This post is mostly about visualisation. It is only going to include very cursory basketball info — basically, if you know what it is, you’re going to be fine.
I have been tinkering with basketball data analysis & visualisation recently, using matplotlib for plotting. It is powerful, but Plotly is my usual visualisation package of choice.
In my opinion, Plotly achieves the right balance of power and customisability, written in sensible, intuitive syntax with great documentation and development rate.
So I recently migrated my basketball visualisation scripts to Plotly, with great results. In this article, I would like to share some of that, including examples using both Plotly and Plotly Express.
I included the code for this in my GitLab repo here (basketball_plots directory), so please feel free to download it and play with it / improve upon it.
Before we get started
As this article is mainly about visualization, I will include my pre-processed data outputs in my repo for all 30 teams & league average.
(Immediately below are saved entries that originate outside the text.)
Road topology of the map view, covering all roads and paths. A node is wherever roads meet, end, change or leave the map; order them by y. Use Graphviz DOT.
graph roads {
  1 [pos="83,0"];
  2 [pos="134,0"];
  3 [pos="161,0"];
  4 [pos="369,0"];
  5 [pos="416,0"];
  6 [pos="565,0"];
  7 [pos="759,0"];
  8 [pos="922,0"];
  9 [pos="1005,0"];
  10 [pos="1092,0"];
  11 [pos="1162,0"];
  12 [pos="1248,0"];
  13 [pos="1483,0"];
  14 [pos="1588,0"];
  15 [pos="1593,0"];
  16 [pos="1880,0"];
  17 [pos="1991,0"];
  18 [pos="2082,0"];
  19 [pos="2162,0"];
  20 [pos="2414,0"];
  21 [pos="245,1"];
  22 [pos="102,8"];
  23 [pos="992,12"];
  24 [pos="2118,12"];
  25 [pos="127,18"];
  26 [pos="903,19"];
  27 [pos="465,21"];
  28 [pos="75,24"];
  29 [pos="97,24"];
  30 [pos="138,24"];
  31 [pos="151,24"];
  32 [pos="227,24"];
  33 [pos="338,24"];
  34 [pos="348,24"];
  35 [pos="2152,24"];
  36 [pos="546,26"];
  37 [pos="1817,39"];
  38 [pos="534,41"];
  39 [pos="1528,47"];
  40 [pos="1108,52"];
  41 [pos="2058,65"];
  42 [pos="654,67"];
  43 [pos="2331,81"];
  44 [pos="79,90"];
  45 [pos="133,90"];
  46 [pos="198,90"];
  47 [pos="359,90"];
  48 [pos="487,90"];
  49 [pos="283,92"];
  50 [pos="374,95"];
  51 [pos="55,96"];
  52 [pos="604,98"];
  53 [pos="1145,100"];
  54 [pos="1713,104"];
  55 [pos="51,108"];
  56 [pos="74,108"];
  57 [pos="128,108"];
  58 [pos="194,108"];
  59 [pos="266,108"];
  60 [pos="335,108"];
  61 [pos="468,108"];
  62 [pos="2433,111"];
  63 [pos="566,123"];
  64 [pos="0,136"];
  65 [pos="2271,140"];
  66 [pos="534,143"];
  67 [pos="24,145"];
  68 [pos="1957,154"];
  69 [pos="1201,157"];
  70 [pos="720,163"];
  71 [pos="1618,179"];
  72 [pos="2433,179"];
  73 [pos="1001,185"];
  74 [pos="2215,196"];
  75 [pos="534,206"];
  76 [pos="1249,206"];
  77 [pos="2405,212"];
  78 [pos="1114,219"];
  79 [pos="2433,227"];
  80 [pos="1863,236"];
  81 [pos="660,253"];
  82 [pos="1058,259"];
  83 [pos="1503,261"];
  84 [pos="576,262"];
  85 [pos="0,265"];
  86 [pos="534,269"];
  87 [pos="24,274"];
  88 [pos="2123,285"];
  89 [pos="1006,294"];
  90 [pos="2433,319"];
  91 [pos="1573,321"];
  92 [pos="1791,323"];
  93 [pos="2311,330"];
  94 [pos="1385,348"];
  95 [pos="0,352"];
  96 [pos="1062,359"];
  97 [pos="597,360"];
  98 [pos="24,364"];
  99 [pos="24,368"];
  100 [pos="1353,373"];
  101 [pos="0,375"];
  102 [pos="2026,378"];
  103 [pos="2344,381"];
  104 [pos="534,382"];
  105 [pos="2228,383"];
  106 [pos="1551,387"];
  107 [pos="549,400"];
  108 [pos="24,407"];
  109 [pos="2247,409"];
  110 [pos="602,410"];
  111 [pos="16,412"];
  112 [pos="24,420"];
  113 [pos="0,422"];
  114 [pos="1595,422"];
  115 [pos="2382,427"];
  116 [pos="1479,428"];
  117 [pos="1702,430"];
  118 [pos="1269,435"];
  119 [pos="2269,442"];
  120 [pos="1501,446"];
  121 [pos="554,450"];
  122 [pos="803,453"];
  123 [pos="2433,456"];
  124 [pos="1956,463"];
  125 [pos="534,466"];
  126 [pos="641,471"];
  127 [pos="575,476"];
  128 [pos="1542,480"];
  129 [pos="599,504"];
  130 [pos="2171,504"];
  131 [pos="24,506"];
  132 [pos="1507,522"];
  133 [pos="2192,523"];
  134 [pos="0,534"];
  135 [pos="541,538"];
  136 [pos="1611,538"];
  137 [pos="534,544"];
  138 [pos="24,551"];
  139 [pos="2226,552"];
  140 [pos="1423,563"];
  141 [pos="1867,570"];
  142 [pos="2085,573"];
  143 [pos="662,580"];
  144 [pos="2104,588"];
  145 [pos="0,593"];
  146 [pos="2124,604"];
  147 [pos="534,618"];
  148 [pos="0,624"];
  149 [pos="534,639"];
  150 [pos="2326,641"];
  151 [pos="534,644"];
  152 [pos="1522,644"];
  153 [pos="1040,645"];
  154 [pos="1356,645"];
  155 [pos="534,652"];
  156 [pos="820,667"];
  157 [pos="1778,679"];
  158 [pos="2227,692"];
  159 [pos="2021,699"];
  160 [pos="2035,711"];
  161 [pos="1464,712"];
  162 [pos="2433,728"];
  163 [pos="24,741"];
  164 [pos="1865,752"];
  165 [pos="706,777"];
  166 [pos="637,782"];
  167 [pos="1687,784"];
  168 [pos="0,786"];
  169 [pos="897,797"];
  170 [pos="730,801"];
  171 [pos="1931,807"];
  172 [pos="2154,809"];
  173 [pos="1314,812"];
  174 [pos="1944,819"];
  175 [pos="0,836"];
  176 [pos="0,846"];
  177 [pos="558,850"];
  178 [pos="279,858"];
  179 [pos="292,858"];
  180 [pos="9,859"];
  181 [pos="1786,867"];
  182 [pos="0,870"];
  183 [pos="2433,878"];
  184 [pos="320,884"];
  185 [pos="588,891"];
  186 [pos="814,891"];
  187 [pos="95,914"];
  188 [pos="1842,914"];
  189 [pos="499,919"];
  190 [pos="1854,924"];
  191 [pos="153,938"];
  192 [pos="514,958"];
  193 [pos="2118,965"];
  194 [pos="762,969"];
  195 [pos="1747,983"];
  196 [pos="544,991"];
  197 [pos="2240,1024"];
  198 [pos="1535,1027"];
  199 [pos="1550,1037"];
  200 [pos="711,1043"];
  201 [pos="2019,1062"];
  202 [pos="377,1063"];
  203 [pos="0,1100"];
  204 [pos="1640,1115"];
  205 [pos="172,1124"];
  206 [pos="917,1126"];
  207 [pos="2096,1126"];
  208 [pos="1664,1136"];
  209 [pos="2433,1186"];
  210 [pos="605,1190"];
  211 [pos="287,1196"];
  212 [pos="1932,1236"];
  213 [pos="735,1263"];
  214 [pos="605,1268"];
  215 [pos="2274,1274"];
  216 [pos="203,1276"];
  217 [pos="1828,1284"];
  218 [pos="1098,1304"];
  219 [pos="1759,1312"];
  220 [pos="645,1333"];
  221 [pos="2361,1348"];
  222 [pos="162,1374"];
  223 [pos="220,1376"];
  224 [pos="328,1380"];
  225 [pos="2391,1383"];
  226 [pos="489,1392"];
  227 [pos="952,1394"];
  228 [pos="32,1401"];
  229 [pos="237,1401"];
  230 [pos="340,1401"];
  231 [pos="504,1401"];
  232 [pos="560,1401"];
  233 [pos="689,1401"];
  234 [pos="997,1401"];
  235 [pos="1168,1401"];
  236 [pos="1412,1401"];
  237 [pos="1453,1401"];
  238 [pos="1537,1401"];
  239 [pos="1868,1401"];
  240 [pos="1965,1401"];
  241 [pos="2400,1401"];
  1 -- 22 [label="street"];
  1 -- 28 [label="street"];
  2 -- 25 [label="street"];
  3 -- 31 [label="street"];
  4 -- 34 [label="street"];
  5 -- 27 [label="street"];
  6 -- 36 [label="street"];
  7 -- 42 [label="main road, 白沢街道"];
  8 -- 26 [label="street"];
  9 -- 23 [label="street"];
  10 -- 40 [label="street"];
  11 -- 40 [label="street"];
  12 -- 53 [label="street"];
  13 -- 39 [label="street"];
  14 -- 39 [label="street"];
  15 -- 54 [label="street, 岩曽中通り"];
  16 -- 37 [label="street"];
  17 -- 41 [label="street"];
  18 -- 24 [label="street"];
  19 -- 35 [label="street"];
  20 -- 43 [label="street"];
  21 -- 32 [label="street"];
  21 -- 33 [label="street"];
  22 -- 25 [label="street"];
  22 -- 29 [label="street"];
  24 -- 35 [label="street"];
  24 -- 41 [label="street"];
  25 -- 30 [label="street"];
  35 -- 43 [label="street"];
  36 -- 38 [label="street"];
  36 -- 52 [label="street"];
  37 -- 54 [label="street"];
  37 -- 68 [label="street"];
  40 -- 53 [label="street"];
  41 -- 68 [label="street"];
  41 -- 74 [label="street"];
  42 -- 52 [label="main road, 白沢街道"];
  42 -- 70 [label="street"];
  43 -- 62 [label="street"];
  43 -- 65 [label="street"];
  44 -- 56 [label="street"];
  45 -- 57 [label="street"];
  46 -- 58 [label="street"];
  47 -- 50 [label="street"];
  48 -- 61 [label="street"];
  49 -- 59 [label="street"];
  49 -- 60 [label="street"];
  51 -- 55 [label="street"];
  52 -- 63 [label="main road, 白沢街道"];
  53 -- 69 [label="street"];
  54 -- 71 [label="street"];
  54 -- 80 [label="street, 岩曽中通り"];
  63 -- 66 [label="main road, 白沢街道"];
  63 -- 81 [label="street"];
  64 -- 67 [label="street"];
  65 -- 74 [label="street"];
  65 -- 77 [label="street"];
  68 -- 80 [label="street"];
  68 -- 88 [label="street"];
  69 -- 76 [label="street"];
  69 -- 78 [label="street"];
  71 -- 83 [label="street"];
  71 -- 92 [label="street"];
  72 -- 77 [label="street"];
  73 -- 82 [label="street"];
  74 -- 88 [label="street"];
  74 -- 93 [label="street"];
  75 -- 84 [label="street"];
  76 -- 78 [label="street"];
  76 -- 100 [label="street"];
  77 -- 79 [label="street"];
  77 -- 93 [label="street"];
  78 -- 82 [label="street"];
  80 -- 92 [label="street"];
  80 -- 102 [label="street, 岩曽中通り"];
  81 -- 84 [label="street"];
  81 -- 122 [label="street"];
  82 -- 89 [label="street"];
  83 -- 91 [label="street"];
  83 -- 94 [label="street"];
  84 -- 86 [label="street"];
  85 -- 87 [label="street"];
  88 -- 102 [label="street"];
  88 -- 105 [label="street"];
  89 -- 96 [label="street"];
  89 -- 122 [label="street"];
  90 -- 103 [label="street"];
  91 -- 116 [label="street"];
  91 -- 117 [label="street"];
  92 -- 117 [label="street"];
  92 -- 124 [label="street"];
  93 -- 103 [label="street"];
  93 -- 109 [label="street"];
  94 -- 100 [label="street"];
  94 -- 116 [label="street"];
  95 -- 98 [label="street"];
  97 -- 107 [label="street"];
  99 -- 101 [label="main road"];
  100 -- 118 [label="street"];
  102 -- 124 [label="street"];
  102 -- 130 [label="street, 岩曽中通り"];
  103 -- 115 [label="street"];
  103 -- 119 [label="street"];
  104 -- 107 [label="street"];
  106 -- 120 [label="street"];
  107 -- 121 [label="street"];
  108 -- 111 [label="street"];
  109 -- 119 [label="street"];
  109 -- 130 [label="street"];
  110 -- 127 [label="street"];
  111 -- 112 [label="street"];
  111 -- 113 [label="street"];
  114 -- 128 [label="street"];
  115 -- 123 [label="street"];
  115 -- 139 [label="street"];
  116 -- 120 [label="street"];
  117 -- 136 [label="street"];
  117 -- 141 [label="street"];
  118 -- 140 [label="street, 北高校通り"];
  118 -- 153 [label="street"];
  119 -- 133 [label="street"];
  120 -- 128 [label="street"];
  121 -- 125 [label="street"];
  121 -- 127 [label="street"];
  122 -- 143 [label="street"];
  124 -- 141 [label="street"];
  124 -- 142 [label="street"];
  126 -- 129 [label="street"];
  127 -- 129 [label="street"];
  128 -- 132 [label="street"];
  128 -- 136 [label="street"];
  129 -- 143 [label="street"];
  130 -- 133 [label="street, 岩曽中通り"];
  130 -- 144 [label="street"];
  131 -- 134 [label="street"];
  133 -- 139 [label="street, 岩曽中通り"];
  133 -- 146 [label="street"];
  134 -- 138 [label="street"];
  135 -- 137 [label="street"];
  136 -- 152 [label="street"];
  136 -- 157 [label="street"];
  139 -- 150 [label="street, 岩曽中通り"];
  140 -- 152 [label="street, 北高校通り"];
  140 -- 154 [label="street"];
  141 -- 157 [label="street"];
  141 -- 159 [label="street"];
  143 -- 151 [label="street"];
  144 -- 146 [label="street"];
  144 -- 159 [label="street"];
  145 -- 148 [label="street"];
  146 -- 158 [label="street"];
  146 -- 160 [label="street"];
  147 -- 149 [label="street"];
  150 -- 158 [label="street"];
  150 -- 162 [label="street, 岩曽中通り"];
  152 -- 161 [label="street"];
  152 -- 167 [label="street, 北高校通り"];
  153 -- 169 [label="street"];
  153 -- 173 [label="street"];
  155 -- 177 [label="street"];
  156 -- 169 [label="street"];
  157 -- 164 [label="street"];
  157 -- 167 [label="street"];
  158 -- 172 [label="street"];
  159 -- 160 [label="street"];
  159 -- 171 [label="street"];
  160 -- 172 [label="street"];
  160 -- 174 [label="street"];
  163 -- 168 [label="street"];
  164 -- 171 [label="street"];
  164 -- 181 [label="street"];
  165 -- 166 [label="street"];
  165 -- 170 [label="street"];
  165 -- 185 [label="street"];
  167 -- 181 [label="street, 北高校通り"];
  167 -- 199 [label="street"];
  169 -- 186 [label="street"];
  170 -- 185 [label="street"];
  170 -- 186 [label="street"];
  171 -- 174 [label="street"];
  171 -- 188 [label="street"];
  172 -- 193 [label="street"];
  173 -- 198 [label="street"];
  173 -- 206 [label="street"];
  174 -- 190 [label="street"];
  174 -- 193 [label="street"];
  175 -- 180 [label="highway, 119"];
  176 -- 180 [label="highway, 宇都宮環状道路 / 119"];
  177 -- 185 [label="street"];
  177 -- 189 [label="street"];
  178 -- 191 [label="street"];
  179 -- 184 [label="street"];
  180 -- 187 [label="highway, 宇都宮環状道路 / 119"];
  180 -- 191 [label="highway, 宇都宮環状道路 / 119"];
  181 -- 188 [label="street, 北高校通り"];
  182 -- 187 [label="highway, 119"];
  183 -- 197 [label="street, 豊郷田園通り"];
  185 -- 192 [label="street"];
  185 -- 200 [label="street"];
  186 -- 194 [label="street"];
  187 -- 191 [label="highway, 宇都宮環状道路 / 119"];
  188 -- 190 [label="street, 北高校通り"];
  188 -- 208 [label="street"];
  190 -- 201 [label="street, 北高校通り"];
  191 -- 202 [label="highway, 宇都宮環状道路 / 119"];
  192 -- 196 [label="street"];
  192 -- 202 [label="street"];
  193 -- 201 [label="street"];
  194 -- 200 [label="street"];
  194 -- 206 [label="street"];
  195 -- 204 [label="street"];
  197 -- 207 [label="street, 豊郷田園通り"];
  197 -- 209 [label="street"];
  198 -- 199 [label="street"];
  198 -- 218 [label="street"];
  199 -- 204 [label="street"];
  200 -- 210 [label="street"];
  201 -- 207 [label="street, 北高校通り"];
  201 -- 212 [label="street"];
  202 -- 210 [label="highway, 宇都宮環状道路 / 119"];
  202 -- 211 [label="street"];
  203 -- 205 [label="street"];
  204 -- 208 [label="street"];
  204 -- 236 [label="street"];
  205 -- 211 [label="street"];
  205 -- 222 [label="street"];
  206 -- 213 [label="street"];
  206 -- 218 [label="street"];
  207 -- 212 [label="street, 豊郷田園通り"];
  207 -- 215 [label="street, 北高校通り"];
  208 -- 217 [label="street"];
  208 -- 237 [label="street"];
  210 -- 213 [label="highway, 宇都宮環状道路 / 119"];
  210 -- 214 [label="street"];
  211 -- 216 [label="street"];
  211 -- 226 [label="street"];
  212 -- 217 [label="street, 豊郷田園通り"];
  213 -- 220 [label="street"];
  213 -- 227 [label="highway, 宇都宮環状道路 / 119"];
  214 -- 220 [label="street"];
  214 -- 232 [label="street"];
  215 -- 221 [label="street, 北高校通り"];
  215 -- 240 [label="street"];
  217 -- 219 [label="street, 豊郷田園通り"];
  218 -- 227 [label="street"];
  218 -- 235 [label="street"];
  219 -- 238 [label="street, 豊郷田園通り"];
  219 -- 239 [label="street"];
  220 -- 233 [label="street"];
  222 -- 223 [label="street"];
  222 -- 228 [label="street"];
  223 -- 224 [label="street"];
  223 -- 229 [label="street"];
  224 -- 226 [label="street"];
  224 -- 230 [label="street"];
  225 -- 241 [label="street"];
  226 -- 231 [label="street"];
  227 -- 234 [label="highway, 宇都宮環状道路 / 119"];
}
I assume you’re familiar with python. Even if you’re relatively new, this tutorial shouldn’t be too tricky, though.
plotly. Install it (in your virtual environment) with a simple
pip install plotly.
Bubble charts in a blink — with Plotly Express
Professional basketball players in the NBA take shots from right at the rim, to past the three-point line, which is about 24 feet away from it. I wanted to understand how the distance affects accuracy of shots, and how often players shoot from each distance, and see if there is a pattern.
This is a relatively straightforward exercise, so let’s use Plotly Express. Plotly Express is a fairly new package, and is all about producing charts more quickly and efficiently, so you can focus on the data exploration. (You can read more about it here)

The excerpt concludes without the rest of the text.